If you are you looking to start a solar farm, but don’t know how to get started, you are in the right place.
In this article, we are going to cover step-by-step how you can start a solar farm business.
We will begin by covering key introductory questions, like what solar farms are, how much they cost, and how much money they can make.
We will then dive into some of the most important requirements for starting a solar farm, such as land requirements, permits, etc.
If you prefer to skip the cost and hassle of developing your own solar farm, but have land that may be suitable for a solar farm, you can make great passive income by leasing your land out to developers. We’ll talk about that strategy as well.
We will close by discussing some of the biggest pros and cons of owning a solar farm, so that you have a complete picture of what you will be getting into if you decide to pursue this business.

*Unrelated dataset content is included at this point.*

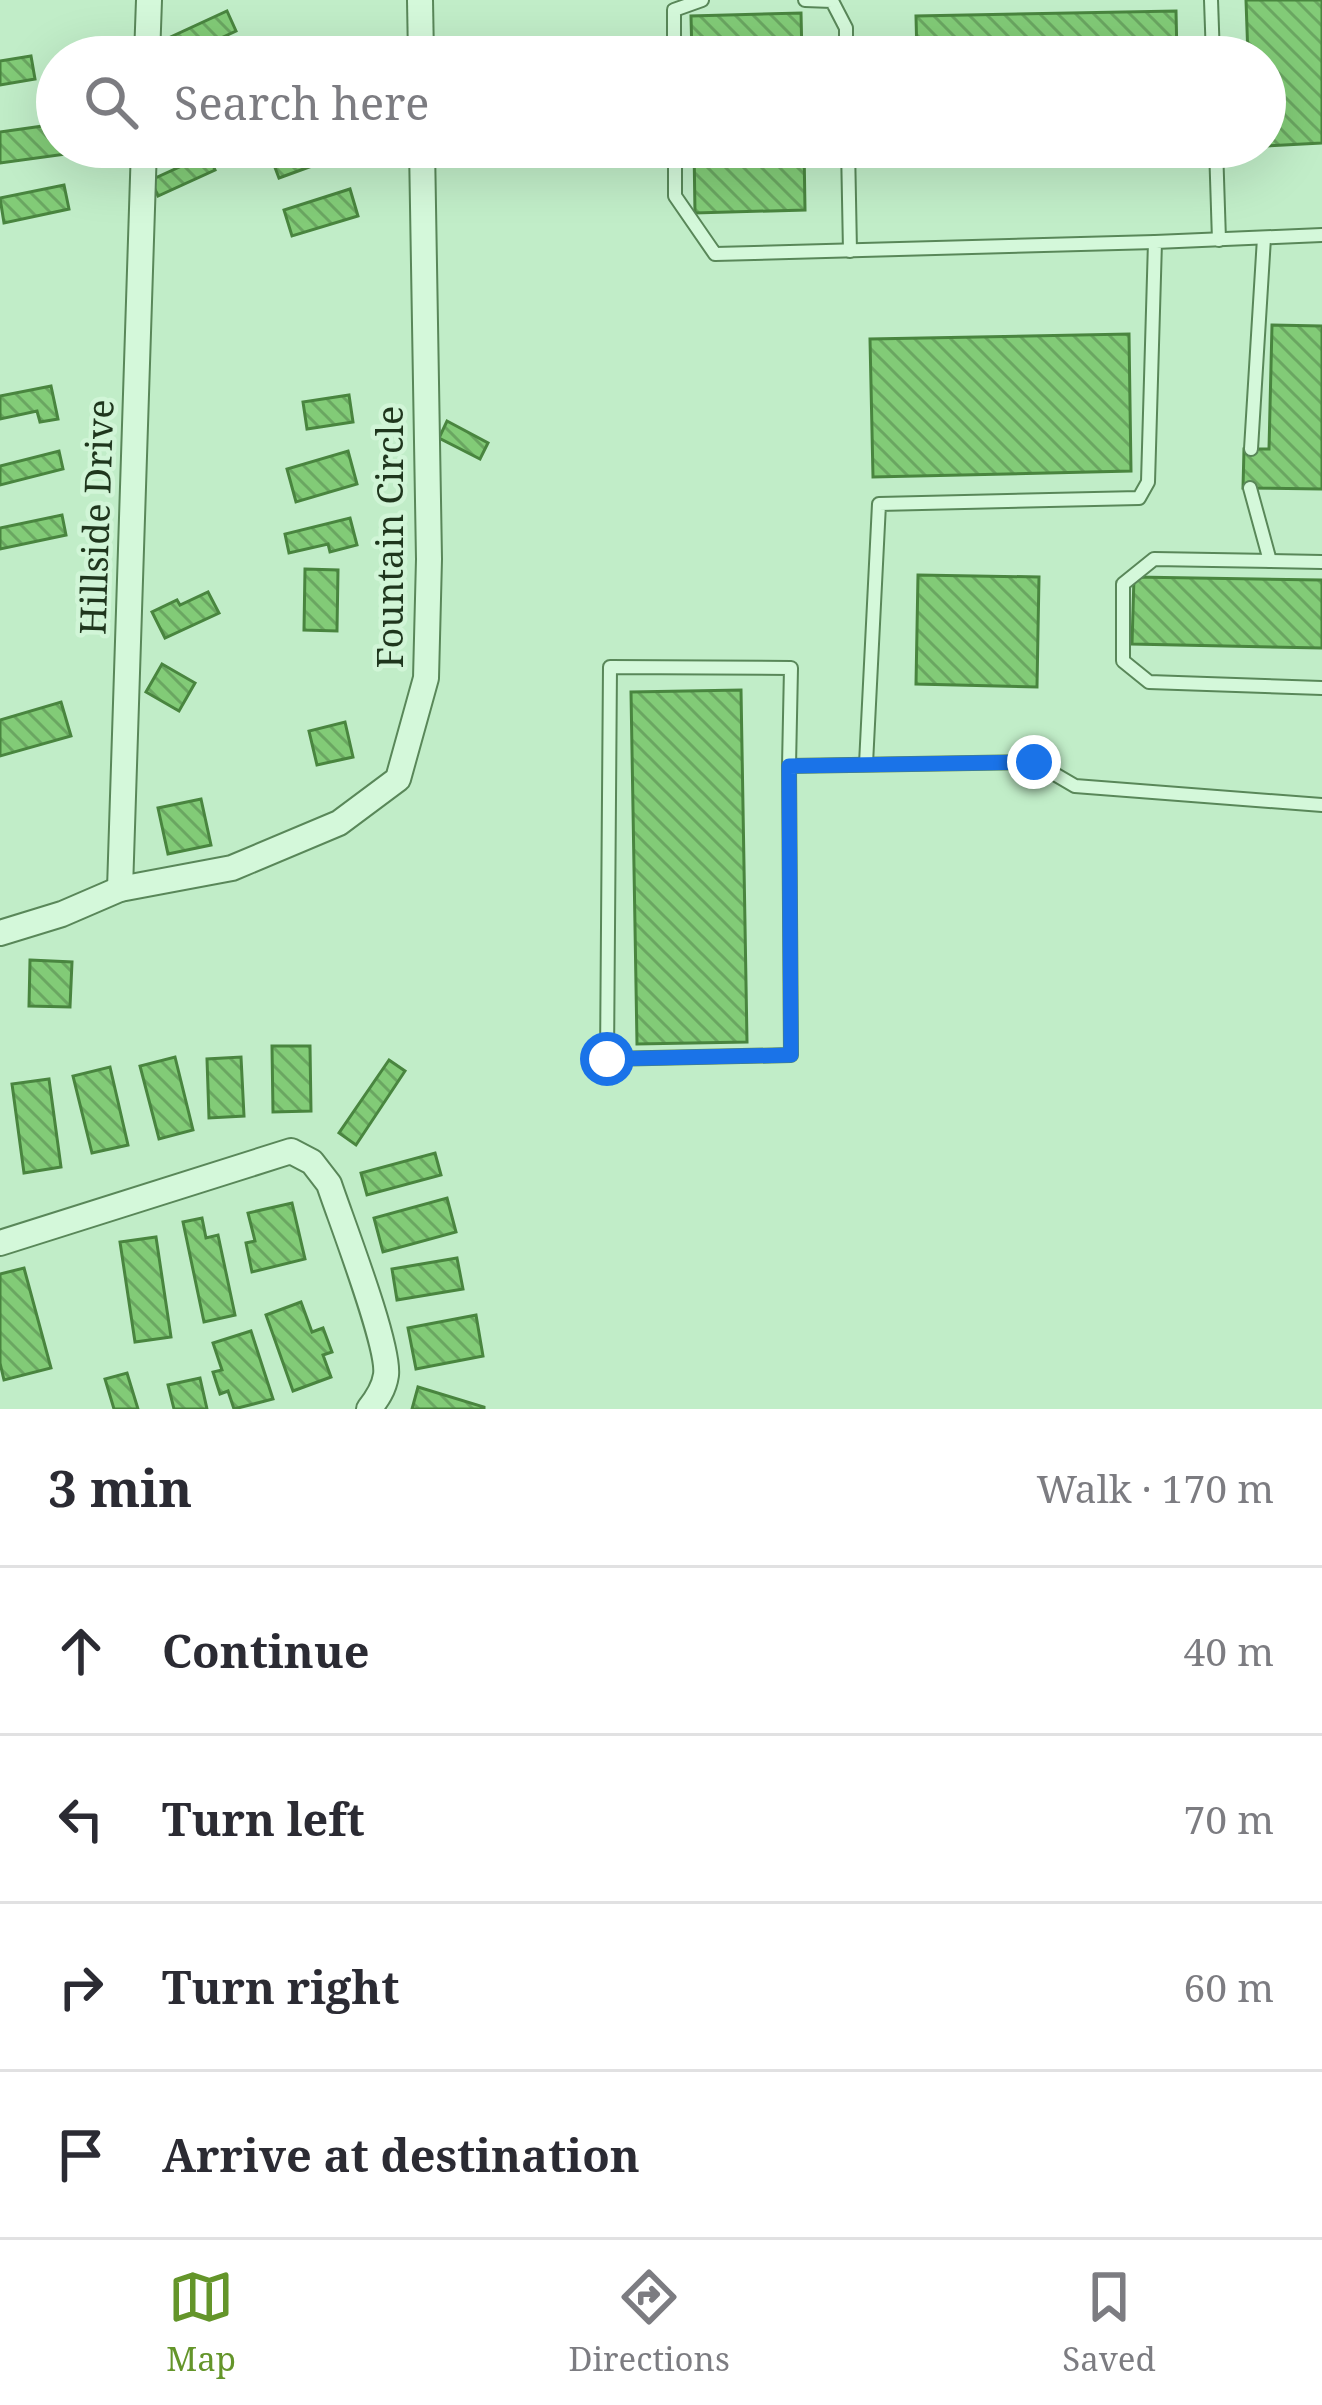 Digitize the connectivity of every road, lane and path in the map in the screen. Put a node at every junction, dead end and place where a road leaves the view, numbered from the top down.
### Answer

We’ve got a lot to cover, so let’s get into it!
This post may contain affiliate links. If you click on a link and complete a transaction, I may make a small commission at no extra cost to you.
The information contained in this post is for informational purposes only. It is not a recommendation to buy or invest, and it is not financial, investment, legal, or tax advice. You should seek the advice of a qualified professional before making any investment or other decisions relating to the topics covered by this article.
What Is a Solar Farm and What Are the Different Types of Solar Farms?
Solar farms, also known as solar parks, solar plants or solar power stations are essentially a giant collection of ground-mounted solar installations that harness sunlight and generate electricity. The electricity produced can then be fed into the electricity grid.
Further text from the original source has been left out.